_Work instruction_.
Work out how many lines of the data below hold the string "MIẾU". Answer with that number alone.
++++
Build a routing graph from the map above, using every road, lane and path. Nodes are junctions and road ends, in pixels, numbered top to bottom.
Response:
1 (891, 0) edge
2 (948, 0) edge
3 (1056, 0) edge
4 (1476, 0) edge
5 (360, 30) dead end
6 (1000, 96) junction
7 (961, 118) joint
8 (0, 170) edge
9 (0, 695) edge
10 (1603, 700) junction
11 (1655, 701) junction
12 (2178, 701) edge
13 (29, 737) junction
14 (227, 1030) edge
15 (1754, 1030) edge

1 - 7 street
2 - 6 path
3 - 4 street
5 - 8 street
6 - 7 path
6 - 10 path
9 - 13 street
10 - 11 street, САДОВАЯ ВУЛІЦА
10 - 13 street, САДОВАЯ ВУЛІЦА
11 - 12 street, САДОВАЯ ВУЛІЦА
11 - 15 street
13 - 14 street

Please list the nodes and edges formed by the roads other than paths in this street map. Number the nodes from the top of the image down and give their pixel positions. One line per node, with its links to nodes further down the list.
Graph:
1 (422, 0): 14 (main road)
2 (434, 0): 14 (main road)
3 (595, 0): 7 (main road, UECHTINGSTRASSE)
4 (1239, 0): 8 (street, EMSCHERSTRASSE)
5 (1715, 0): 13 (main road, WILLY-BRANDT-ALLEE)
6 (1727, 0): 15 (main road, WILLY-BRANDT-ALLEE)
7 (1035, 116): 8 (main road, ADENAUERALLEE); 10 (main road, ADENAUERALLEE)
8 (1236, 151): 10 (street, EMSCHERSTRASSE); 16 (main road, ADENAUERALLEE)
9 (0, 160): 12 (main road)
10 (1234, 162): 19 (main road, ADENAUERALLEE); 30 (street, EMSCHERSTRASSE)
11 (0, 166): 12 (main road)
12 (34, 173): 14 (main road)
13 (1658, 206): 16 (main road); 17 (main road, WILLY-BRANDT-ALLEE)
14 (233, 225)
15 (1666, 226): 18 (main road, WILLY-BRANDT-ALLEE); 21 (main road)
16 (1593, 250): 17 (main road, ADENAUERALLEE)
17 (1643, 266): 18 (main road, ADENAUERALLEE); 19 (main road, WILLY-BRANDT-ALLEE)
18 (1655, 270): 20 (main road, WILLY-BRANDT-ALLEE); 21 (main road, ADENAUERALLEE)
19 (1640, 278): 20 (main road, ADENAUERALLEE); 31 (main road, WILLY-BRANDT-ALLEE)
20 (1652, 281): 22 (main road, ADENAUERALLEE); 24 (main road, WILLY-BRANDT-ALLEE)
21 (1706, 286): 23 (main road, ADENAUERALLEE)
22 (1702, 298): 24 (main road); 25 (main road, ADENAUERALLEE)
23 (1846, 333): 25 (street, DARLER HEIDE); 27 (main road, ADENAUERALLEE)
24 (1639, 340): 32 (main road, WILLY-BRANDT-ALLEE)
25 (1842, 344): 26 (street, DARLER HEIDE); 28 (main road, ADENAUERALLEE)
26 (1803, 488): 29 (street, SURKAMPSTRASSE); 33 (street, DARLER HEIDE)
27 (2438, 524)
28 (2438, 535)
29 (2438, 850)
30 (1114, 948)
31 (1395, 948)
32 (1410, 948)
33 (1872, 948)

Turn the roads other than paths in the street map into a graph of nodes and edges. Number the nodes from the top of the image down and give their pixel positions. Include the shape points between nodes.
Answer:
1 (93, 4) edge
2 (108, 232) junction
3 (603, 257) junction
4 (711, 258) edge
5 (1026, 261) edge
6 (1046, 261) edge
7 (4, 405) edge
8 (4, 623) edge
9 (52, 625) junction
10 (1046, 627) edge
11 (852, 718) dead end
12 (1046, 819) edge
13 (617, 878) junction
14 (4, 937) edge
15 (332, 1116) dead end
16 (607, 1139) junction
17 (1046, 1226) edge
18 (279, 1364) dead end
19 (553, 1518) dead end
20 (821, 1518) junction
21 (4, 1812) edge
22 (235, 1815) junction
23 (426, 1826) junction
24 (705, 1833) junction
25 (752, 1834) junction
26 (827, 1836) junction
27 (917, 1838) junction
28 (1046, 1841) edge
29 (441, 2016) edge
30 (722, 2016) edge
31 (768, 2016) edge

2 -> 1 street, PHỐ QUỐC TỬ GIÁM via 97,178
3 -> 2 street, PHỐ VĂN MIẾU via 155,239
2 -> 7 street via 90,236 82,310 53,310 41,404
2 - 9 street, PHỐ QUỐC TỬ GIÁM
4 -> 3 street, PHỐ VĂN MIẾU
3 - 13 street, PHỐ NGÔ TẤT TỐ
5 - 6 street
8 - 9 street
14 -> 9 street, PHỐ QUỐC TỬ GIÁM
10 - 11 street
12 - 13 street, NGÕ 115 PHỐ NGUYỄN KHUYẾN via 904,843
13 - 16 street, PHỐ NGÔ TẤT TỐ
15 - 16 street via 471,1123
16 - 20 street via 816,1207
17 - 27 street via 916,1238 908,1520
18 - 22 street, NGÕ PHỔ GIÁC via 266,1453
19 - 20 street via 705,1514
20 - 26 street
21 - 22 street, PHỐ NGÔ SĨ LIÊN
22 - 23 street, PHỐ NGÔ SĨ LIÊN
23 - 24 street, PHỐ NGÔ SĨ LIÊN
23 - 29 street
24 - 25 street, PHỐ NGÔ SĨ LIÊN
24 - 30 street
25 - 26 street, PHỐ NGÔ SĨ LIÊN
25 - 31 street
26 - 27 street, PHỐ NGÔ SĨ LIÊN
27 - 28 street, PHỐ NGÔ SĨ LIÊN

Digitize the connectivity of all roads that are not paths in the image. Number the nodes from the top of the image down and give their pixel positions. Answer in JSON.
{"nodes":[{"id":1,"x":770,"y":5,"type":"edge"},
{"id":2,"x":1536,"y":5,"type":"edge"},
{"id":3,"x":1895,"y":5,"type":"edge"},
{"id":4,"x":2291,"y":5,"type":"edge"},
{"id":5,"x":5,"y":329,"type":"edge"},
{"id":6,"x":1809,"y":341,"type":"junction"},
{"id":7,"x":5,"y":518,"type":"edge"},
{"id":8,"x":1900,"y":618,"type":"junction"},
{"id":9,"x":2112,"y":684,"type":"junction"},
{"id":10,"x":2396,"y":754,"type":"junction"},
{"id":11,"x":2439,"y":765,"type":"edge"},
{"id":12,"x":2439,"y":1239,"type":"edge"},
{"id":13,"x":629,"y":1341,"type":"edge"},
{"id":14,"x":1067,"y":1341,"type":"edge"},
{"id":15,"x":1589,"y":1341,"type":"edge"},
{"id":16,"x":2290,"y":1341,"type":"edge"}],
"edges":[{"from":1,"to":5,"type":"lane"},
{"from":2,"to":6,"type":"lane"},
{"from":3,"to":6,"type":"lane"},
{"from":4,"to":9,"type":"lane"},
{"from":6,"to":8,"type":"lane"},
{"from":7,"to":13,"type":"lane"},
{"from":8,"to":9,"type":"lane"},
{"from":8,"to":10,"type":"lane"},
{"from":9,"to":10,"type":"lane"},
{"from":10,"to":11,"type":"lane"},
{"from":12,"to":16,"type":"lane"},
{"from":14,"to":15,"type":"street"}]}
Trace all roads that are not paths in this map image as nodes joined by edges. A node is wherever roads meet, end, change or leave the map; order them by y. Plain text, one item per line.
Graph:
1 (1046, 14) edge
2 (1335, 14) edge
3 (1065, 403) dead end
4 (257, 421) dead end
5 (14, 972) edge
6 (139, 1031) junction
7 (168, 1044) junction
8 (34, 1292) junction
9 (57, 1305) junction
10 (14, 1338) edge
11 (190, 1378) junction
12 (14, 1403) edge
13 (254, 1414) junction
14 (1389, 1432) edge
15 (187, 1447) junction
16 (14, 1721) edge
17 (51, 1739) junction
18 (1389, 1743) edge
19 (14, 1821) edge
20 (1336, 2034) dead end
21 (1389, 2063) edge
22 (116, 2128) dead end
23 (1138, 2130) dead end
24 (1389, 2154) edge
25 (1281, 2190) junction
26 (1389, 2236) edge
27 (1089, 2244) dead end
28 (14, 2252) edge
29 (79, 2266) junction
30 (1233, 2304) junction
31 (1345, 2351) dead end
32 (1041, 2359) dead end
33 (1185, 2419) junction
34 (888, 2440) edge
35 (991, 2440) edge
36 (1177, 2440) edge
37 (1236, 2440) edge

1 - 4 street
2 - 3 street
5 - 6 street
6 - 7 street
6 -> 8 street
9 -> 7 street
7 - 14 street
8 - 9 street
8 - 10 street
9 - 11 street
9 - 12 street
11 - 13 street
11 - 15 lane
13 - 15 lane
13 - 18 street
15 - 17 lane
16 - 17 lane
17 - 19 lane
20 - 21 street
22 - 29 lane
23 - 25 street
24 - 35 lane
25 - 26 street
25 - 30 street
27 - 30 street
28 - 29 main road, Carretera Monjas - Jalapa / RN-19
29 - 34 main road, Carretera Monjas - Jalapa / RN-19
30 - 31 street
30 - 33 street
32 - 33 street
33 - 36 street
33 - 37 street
++++
_Written response_.
2